HDP Siirt İl Başkanlığı önünde yapılan etkinliğe; HDP Grup Başkanvekili Meral Danış Beştaş, HDP milletvekilleri Feleknas Uca, Ebru Günay, Remziye Tosun, Necdet İpekyüz, Sıddık Taş, Ömer Öcalan, İmam Taşçıer ile Demokratik Bölgeler Partisi (DBP) Eş Genel Başkanı Saliha Aydeniz de katıldı.
Etkinlik öncesi Siirt’in Cumhuriyet Caddesi’nde esnafı ziyareti yapan Sancar, esnaf ve yurttaşlar ile sohbet etti. Bir saman satıcısı, Sancar’a hayat pahalılığından şikayet etti, çare bulunmasını istedi.
Esnaf ziyaretinin ardından, Sancar; “HDP’liyiz, her yerdeyiz” ifadelerinin yazılı olduğu otobüs üzerinden, partililere ve yurttaşlara seslendi. Siirt’in en büyük sorunun işsizlik olduğunu vurgulayan Sancar şunları söyledi:
“Siirt’in en büyük sorunu işsizlik, açlık, yoksulluk. Biliyorsunuz bugünün Cumhurbaşkanı’nı Siirt, Cumhurbaşkanı yaptı. O yolu ona Siirt halkı açtı. Ama Siirt’e reva gördükleri gördüğünüz bu sefalet, işsizlik, yoksulluk, doğa talanı. Hak mıdır bu? Reva mıdır? Siirt’te bu talan, rant politikalarının temelinde bu iktidarın düzeni yatıyor bunu biliyoruz. Bu iktidar kaynakları halka değil saraya ve sermayeye, yandaşa ve savaşa ayırıyor. O nedenle halkın ekmeği yok, halkın işi yok, halkın aşı yok. Halkın açlığı ve yoksulluğu saraydakilerin umurunda değil ama bizim umurumuzda. Ama bizim umurumuzda biz buna çare bulacağız. Çare biz olacağız çare siz olacaksınız. Hep birlikte bu düzeni bu iktidarı mutlaka değiştireceğiz işte yürüyüşümüzün amacı da budur sevgili kardeşlerim.

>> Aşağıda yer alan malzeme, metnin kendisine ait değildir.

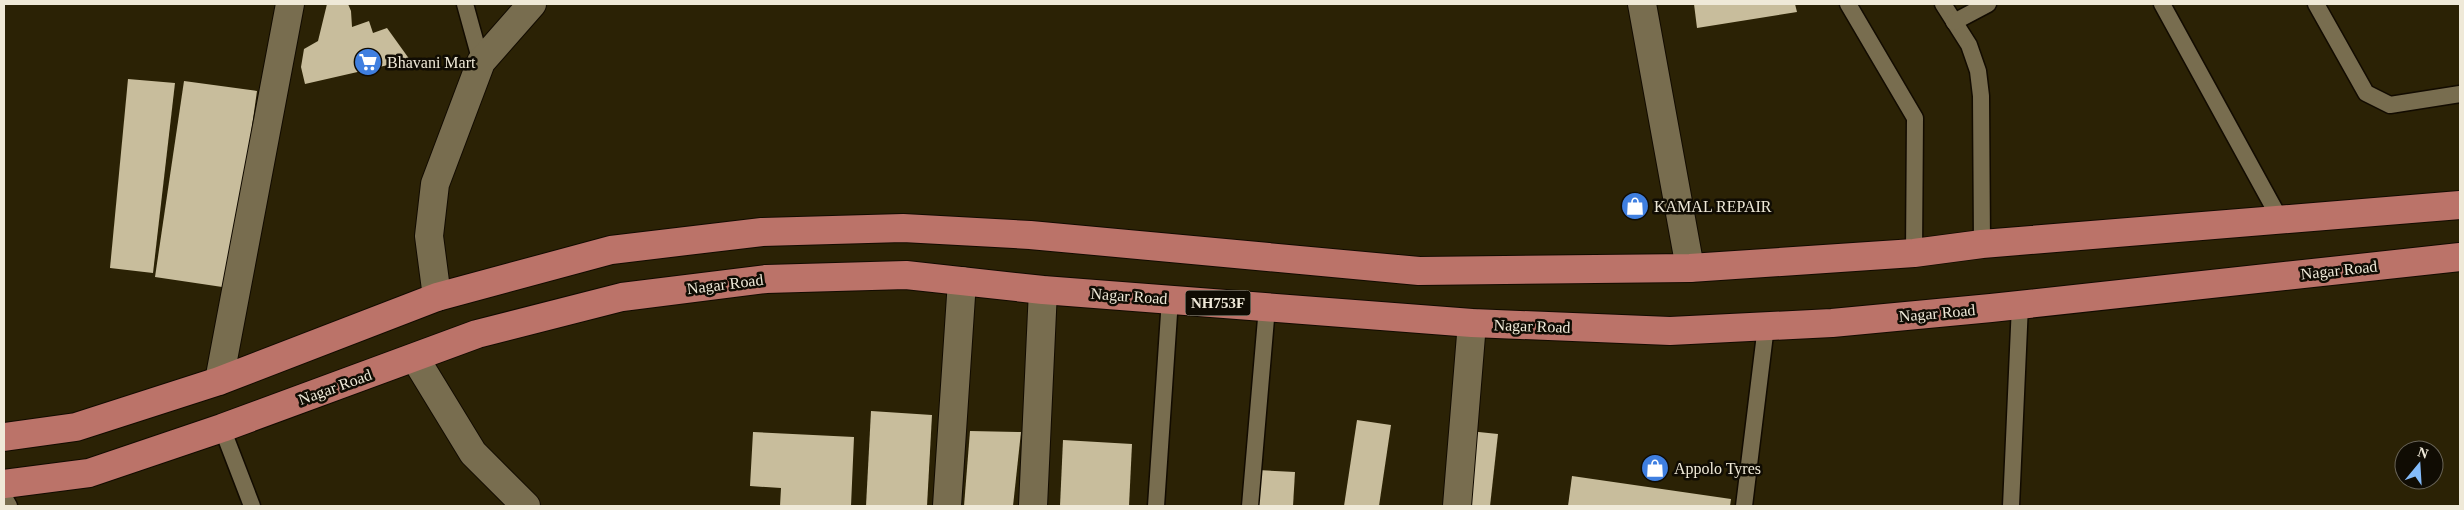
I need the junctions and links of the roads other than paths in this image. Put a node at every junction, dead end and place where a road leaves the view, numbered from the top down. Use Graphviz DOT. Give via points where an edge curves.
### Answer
graph roads {
  1 [pos="290,4"];
  2 [pos="465,4"];
  3 [pos="532,4"];
  4 [pos="1642,4"];
  5 [pos="1848,4"];
  6 [pos="1943,4"];
  7 [pos="1988,4"];
  8 [pos="2162,4"];
  9 [pos="2316,4"];
  10 [pos="1954,22"];
  11 [pos="481,62"];
  12 [pos="2460,94"];
  13 [pos="2460,205"];
  14 [pos="2281,221"];
  15 [pos="1982,244"];
  16 [pos="1914,253"];
  17 [pos="2460,257"];
  18 [pos="1690,268"];
  19 [pos="962,281"];
  20 [pos="1043,290"];
  21 [pos="437,297"];
  22 [pos="1170,299"];
  23 [pos="2020,306"];
  24 [pos="1267,307"];
  25 [pos="1472,323"];
  26 [pos="1766,326"];
  27 [pos="415,358"];
  28 [pos="219,381"];
  29 [pos="222,428"];
  30 [pos="4,437"];
  31 [pos="4,484"];
  32 [pos="4,497"];
  33 [pos="9,506"];
  34 [pos="252,506"];
  35 [pos="526,506"];
  36 [pos="947,506"];
  37 [pos="1033,506"];
  38 [pos="1156,506"];
  39 [pos="1250,506"];
  40 [pos="1457,506"];
  41 [pos="1744,506"];
  42 [pos="2011,506"];
  1 -- 28 [label="street"];
  2 -- 11 [label="lane"];
  3 -- 11 [label="street"];
  4 -- 18 [label="street"];
  5 -- 16 [label="lane" via="1915,118"];
  6 -- 10 [label="lane"];
  7 -- 10 [label="lane"];
  8 -- 14 [label="lane"];
  9 -- 12 [label="lane" via="2366,93 2390,105"];
  10 -- 15 [label="lane" via="1969,45 1978,71"];
  11 -- 21 [label="street" via="435,184 429,236"];
  13 -- 14 [label="highway"];
  14 -- 15 [label="highway"];
  15 -- 16 [label="highway"];
  16 -- 18 [label="highway"];
  17 -- 23 [label="highway, Nagar Road / NH753F"];
  18 -- 21 [label="highway" via="1419,271 1030,235 903,228 762,232 611,250"];
  19 -- 20 [label="highway, Nagar Road / NH753F"];
  19 -- 27 [label="highway, Nagar Road / NH753F" via="906,275 766,279 622,297 477,334"];
  19 -- 36 [label="street"];
  20 -- 22 [label="highway, Nagar Road / NH753F"];
  20 -- 37 [label="street"];
  21 -- 28 [label="highway"];
  22 -- 24 [label="highway, Nagar Road / NH753F"];
  22 -- 38 [label="lane"];
  23 -- 26 [label="highway, Nagar Road / NH753F"];
  23 -- 42 [label="lane"];
  24 -- 25 [label="highway, Nagar Road / NH753F"];
  24 -- 39 [label="lane"];
  25 -- 26 [label="highway, Nagar Road / NH753F" via="1670,330"];
  25 -- 40 [label="street"];
  26 -- 41 [label="lane"];
  27 -- 29 [label="highway, Nagar Road / NH753F"];
  27 -- 35 [label="street" via="473,453"];
  28 -- 30 [label="highway" via="76,427"];
  29 -- 31 [label="highway, Nagar Road / NH753F" via="89,473"];
  29 -- 34 [label="lane"];
  32 -- 33 [label="lane"];
}
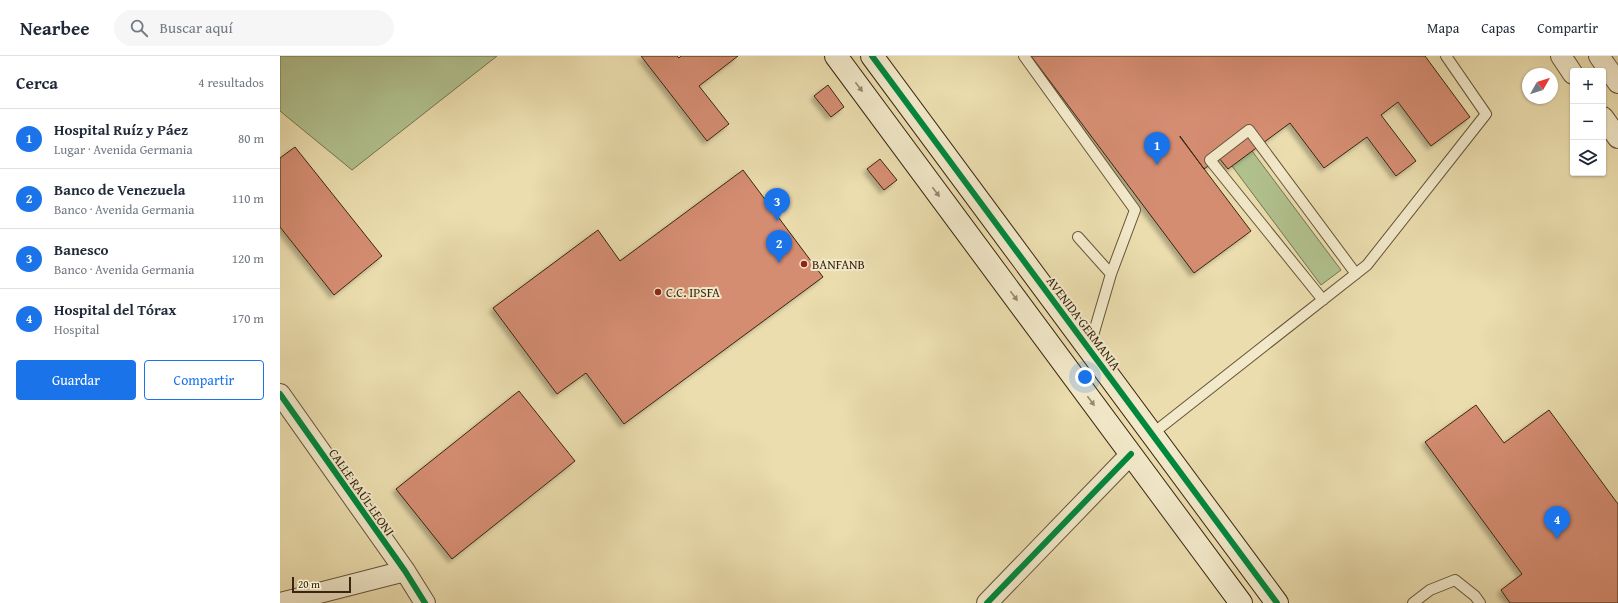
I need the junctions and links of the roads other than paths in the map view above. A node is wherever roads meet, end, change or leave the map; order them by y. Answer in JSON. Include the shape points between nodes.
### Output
{"nodes":[{"id":1,"x":836,"y":56,"type":"edge"},
{"id":2,"x":872,"y":56,"type":"edge"},
{"id":3,"x":1024,"y":56,"type":"edge"},
{"id":4,"x":1446,"y":56,"type":"edge"},
{"id":5,"x":1561,"y":56,"type":"edge"},
{"id":6,"x":1599,"y":56,"type":"edge"},
{"id":7,"x":1570,"y":70,"type":"edge"},
{"id":8,"x":1618,"y":83,"type":"edge"},
{"id":9,"x":1606,"y":121,"type":"edge"},
{"id":10,"x":1618,"y":138,"type":"edge"},
{"id":11,"x":1078,"y":237,"type":"dead end"},
{"id":12,"x":1111,"y":274,"type":"junction"},
{"id":13,"x":1356,"y":274,"type":"junction"},
{"id":14,"x":1323,"y":300,"type":"junction"},
{"id":15,"x":1089,"y":349,"type":"junction"},
{"id":16,"x":280,"y":394,"type":"edge"},
{"id":17,"x":1152,"y":434,"type":"junction"},
{"id":18,"x":1131,"y":454,"type":"junction"},
{"id":19,"x":405,"y":571,"type":"junction"},
{"id":20,"x":280,"y":603,"type":"edge"},
{"id":21,"x":425,"y":603,"type":"edge"},
{"id":22,"x":987,"y":603,"type":"edge"},
{"id":23,"x":1241,"y":603,"type":"edge"},
{"id":24,"x":1278,"y":603,"type":"edge"},
{"id":25,"x":1413,"y":603,"type":"edge"},
{"id":26,"x":1480,"y":603,"type":"edge"}],
"edges":[{"from":1,"to":18,"type":"street","one_way":true},
{"from":2,"to":15,"type":"street","name":"AVENIDA GERMANIA"},
{"from":3,"to":12,"type":"lane","via":[[1135,210]]},
{"from":4,"to":13,"type":"lane","via":[[1486,114],[1367,265]]},
{"from":5,"to":7,"type":"street"},
{"from":6,"to":8,"type":"street"},
{"from":9,"to":10,"type":"street"},
{"from":11,"to":12,"type":"lane"},
{"from":12,"to":15,"type":"lane"},
{"from":13,"to":14,"type":"lane"},
{"from":13,"to":14,"type":"lane","via":[[1249,130],[1210,160]]},
{"from":14,"to":17,"type":"lane"},
{"from":15,"to":17,"type":"street","name":"AVENIDA GERMANIA"},
{"from":16,"to":19,"type":"street","name":"CALLE RAÚL LEONI"},
{"from":17,"to":24,"type":"street","name":"AVENIDA GERMANIA"},
{"from":18,"to":22,"type":"street"},
{"from":18,"to":23,"type":"street"},
{"from":19,"to":20,"type":"street"},
{"from":19,"to":21,"type":"street","name":"CALLE RAÚL LEONI"},
{"from":25,"to":26,"type":"lane","via":[[1430,590],[1455,580]]}]}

Bakın doğa talanı diyoruz. Derelerimiz gasp ediliyor. Derelerimiz talan ediliyor. Derelerle birlikte bütün o çevre tahrip ediliyor, harap ediliyor, yandaşlara peşkeş çekiliyor. Zorava Çayı’nın önemini biliyorsunuz. Siirt’in bütün sularına HES koydular ve Siirt’in şu şahane doğasını HES’lerle mahvettiler. Elde kala kala Zorava nehri kalmış şimdi oraya da ikinci HES’i yapmak istiyorlar üstelik usulsüz bir rapora rağmen yapıyorlar. Amaç ne? Amaç doğayı talan etmek, yandaşı zengin etmek, sarayı yandaşlarla birlikte ayakta tutmaktır. Biz de diyoruz ki hayır. Bunu sürdüremeyeceksiniz çünkü HDP var çünkü HDP’nin iradelerini temsil ettiği halklar var. Diyoruz ki Siirt’e Siirt’te yaşayan bütün halklar, Kürtler, Araplar, diğer halklar hepsi için adalet istiyoruz hepsi için özgürlük mücadelesi yürütüyoruz. Söz veriyoruz bütün halklar eşit olana kadar bu ülkede halklar demokrasi ve özgürlük içinde yaşayana kadar mücadelemizi sürdüreceğiz. Asla boyun eğmeyeceğiz, asla taviz vermeyeceğiz. Onlar ne yaparlarsa yapsınlar biz doğru yolumuzu aynen sizinle birlikte sürdüreceğiz. Çünkü onlarda zulüm varsa bizde inanç var inanç. Ülke yangın yeri sevgili arkadaşlar. Ormanlar yanıyor. Ormanlar yok oluyor. Milas’tan Bodrum’a Antalya’dan Şemdinli’ye Hozat’a. Ülkenin dört bir yanında ormanlar, doğa orman içindeki canlılar yok oluyor. Bunun sebebi iktidarın rant, sömürü ve savaş politikasıdır. Sorumlusu iktidardır. Önlem almayan, bunu söndürmek için gerekli çalışmayı yapmayan iktidar ülkenin doğasını talan eden iktidar bu ülkeyi yangın yerine çevirmiştir. Bizler bu ülkenin her bir zerre toprağındaki ağaca da bütün canlılara da herkesin yaşam hakkına da doğaya, çevreye en kararlılıkla sahip çıkan partiyiz. O nedenle doğayı talan eden, ülkenin ormanlarını yok eden bu kirli ve bozuk düzeni değiştirmeye azmettik, ant içtik.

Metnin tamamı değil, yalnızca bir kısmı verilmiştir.